ASAM

Boosting Segment Anything Model with Adversarial Tuning
CVPR 2024
vivo Mobile Communication Co., Ltd
logo

ASAM just boosts the performance of SAM without architectural modifications. ASAM is also resource friendly, since it only needs 8 A6000 GPUs without necessitating additional data (1% SA-1B data).

logo

Compared to SAM (Segment Anything, SAM, ICCV2023 ) and EfficientSAM (EfficientSAM: Leveraged Masked Image Pretraining for Efficient Segment Anything, ESAM, CVPR2024 ), our proposed ASAM and EASAM is more resource-friendly.

Abstract

In the evolving landscape of computer vision, foundation models have emerged as pivotal tools, exhibiting exceptional adaptability to a myriad of tasks. Among these, the Segment Anything Model (SAM) by Meta AI has distinguished itself in image segmentation. However, SAM, like its counterparts, encounters limitations in specific niche applications, prompting a quest for enhancement strategies that do not compromise its inherent capabilities. This paper introduces ASAM, a novel methodology that amplifies SAM's performance through adversarial tuning. We harness the potential of natural adversarial examples, inspired by their successful implementation in natural language processing. By utilizing a stable diffusion model, we augment a subset (1\%) of the SA-1B dataset, generating adversarial instances that are more representative of natural variations rather than conventional imperceptible perturbations. Our approach maintains the photorealism of adversarial examples and ensures alignment with original mask annotations, thereby preserving the integrity of the segmentation task.

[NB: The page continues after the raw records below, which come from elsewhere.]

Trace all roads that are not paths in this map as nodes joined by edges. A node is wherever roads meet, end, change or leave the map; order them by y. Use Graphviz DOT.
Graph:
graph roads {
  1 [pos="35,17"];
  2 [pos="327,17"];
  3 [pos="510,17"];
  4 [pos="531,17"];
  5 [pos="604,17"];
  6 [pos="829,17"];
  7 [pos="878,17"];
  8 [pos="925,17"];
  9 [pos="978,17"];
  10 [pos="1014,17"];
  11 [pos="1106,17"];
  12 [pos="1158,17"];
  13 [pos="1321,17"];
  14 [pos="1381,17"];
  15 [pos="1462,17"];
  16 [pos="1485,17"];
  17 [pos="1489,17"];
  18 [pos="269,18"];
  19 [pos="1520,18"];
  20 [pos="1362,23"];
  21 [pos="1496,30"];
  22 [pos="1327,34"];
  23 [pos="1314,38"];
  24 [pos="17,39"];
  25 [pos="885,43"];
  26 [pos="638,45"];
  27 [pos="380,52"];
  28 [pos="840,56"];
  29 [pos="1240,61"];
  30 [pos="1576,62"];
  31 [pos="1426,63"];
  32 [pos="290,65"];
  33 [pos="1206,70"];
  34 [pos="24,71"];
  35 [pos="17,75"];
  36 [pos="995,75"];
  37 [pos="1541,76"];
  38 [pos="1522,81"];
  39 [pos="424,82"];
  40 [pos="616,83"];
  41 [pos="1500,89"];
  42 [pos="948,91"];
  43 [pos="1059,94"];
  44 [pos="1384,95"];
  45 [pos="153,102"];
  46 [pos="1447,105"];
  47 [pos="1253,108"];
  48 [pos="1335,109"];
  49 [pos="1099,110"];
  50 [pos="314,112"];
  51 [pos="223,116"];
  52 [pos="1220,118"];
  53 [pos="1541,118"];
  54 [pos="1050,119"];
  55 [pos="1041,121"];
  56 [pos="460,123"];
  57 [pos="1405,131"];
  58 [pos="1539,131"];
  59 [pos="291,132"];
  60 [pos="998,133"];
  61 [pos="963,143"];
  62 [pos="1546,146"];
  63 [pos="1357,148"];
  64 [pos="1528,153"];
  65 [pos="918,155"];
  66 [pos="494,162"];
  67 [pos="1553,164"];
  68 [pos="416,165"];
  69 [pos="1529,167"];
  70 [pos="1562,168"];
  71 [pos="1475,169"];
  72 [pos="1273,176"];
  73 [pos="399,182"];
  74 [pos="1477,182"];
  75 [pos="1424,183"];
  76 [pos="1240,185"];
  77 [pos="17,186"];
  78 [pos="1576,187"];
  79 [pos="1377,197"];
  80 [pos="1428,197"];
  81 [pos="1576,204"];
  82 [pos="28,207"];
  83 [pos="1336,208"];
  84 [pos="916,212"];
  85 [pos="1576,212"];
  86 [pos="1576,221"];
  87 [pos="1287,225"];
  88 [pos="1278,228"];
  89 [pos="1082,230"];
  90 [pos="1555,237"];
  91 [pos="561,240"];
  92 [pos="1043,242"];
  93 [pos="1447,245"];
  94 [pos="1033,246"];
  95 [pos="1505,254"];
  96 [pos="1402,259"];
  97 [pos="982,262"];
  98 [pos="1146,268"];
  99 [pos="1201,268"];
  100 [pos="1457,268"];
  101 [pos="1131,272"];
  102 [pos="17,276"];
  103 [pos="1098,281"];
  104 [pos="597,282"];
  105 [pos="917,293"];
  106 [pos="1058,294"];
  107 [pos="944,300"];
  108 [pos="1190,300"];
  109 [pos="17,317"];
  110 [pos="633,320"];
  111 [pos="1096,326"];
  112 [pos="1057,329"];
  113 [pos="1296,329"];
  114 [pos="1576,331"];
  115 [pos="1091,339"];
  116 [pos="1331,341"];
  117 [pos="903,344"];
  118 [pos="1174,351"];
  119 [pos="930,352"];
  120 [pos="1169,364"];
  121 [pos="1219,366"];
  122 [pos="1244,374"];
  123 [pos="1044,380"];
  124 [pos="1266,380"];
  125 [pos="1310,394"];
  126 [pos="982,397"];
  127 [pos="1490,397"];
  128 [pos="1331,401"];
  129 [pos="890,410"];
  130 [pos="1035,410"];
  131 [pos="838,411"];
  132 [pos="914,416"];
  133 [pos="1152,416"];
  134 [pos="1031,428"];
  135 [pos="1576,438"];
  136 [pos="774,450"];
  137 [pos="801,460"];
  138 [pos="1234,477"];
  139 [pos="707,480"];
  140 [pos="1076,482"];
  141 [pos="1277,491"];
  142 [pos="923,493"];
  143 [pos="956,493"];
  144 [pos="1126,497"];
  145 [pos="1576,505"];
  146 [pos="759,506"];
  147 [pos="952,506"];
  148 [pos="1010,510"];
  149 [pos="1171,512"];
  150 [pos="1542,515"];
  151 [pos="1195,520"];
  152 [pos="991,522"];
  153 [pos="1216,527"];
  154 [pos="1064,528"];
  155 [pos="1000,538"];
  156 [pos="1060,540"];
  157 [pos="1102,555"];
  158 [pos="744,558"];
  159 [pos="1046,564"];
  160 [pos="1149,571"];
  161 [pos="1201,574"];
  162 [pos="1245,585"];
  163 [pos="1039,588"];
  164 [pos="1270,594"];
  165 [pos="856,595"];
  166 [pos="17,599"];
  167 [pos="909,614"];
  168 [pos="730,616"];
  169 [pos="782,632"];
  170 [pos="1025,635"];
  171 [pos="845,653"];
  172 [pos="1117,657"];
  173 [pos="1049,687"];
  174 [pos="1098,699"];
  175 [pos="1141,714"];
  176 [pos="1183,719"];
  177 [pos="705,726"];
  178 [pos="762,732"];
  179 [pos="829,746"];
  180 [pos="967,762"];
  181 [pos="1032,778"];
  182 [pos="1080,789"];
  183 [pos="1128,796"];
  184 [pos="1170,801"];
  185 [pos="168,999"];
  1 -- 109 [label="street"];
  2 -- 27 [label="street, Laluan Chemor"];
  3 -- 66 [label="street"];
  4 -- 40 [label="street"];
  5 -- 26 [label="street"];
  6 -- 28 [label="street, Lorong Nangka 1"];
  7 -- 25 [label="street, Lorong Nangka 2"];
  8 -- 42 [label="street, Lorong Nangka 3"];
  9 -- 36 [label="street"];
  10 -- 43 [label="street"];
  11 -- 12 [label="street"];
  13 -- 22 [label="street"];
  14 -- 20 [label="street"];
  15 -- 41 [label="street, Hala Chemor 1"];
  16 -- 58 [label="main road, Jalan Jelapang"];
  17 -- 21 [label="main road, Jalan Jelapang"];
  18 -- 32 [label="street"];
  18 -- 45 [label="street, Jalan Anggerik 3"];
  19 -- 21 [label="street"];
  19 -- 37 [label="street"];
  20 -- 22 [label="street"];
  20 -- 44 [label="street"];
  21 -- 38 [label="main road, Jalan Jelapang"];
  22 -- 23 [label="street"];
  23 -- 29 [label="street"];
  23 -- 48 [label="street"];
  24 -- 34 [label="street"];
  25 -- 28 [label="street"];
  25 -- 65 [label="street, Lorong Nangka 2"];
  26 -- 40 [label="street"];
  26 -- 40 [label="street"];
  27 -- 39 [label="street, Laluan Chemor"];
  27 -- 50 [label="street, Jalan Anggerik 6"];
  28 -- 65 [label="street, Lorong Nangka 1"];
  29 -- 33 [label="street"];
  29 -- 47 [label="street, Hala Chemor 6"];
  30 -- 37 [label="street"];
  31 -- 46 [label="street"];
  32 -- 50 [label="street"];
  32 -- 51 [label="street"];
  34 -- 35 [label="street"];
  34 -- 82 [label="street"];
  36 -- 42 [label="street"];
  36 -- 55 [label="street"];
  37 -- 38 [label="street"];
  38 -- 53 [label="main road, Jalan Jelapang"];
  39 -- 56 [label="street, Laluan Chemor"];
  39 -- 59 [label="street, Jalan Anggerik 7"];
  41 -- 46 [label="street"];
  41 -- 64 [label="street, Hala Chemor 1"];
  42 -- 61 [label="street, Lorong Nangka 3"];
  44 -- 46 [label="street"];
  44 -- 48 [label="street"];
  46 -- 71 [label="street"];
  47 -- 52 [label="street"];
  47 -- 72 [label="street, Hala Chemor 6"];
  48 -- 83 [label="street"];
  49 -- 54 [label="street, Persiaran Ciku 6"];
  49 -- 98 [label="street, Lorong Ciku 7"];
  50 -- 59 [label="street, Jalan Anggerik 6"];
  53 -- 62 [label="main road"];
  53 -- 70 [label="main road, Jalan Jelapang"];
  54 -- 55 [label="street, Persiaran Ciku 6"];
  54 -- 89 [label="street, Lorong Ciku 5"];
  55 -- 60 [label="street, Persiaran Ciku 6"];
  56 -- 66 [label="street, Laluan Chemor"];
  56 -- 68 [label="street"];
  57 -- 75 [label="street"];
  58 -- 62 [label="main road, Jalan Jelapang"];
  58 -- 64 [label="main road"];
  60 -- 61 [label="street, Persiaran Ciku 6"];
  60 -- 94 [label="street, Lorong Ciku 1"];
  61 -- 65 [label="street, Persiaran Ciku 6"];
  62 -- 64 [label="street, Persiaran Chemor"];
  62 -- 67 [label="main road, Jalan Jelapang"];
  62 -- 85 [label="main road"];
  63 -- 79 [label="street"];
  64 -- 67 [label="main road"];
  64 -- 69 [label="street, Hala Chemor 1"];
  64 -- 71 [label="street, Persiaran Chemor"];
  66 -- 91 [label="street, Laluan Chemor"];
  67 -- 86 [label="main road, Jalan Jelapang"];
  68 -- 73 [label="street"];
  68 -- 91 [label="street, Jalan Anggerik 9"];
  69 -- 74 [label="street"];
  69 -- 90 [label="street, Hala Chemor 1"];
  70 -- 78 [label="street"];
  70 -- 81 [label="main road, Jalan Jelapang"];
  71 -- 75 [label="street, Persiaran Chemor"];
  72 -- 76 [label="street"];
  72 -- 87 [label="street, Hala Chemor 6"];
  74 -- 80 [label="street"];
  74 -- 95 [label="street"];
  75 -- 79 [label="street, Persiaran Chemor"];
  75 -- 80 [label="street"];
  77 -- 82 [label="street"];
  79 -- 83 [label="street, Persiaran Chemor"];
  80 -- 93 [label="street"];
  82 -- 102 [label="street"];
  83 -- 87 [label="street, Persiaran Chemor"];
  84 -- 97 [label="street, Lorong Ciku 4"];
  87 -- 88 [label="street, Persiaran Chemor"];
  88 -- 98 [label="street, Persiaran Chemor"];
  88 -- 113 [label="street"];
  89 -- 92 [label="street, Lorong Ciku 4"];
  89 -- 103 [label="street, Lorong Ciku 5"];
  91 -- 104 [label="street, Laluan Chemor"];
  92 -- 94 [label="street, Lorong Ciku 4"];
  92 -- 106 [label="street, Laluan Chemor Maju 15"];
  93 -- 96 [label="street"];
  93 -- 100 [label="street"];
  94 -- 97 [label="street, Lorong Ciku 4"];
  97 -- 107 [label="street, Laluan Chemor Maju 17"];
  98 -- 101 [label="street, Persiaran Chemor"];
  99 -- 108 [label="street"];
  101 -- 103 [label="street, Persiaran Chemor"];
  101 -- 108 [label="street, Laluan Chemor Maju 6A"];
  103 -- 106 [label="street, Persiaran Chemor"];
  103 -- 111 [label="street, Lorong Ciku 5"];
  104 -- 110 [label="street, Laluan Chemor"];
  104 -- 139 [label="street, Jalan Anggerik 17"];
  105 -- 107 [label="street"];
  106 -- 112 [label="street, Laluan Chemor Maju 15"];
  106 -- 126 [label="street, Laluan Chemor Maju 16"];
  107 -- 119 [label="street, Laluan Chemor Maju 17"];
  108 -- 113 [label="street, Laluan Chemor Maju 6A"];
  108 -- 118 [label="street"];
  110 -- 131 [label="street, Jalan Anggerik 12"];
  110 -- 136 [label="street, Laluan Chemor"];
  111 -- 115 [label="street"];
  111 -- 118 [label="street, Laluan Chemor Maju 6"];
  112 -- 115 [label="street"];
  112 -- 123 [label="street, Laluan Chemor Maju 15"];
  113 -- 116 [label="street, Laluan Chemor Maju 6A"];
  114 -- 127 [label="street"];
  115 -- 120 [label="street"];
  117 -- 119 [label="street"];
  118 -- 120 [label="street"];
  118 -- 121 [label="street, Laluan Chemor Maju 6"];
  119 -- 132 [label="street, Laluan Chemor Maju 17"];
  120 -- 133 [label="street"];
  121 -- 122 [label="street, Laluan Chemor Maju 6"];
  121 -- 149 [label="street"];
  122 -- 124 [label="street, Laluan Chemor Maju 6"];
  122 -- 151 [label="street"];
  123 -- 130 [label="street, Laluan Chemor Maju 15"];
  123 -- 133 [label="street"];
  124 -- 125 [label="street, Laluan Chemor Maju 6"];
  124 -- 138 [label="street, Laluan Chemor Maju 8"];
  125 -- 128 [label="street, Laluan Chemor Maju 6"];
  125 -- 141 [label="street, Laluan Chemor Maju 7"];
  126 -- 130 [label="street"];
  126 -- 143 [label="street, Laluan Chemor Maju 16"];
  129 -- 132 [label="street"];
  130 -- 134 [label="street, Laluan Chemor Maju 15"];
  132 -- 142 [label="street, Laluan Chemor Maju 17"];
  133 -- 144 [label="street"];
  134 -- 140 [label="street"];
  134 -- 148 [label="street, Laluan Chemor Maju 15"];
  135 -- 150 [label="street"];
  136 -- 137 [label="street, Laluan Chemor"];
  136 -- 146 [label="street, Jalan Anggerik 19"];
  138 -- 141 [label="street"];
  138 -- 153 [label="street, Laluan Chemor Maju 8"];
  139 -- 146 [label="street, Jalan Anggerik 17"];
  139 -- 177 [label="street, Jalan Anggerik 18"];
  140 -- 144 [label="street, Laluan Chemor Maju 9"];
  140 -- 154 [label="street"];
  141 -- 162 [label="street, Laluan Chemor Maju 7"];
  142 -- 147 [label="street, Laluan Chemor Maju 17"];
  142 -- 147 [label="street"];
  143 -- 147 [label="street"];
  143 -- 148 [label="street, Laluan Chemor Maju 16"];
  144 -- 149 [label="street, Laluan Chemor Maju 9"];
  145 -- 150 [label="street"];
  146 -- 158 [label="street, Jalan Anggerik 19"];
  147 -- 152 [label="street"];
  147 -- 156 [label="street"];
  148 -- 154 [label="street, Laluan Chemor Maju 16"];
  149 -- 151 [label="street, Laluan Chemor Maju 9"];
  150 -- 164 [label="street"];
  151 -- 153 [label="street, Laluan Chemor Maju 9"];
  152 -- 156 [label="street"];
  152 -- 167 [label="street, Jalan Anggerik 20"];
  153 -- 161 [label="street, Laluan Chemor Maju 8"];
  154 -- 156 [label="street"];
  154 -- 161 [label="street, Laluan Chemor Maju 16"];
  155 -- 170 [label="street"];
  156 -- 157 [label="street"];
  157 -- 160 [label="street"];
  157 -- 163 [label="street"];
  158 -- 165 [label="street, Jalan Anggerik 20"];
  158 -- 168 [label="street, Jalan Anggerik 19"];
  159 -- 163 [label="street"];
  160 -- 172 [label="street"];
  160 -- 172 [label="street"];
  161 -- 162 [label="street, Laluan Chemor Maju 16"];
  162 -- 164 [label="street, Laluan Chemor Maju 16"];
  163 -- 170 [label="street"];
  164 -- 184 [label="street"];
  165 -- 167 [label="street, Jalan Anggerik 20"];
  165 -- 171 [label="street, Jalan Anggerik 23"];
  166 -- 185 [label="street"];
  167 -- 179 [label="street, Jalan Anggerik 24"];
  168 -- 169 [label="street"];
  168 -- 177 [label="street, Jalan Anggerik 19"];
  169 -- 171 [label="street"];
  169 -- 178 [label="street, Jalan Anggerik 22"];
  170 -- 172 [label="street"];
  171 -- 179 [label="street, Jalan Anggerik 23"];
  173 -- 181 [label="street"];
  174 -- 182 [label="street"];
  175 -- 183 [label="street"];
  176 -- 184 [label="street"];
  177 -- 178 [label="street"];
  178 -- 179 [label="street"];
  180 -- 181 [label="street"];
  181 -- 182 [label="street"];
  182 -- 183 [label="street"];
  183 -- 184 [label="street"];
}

The fine-tuned ASAM demonstrates significant improvements across a diverse range of segmentation tasks without necessitating additional data or architectural modifications. The results of our extensive evaluations confirm that ASAM establishes new benchmarks in segmentation tasks, thereby contributing to the advancement of foundational models in computer vision.

Framework

ASAM mainly contains three step. The first step is Adversarial Latent Optimization. The second step is Controllable Adversarial Samples Generation. The third step is Fine-tuning SAM with adversarial samples.

Experiments: Stronger SAM

Stronger SAM. Compared with PGD-Tuning SAM, DAT-Tuning SAM, DatasetDM-Tuning SAM. ASAM clearly outperforms other tuning methods and achieves performance improvements compared with original SAM across all 14 test datasets.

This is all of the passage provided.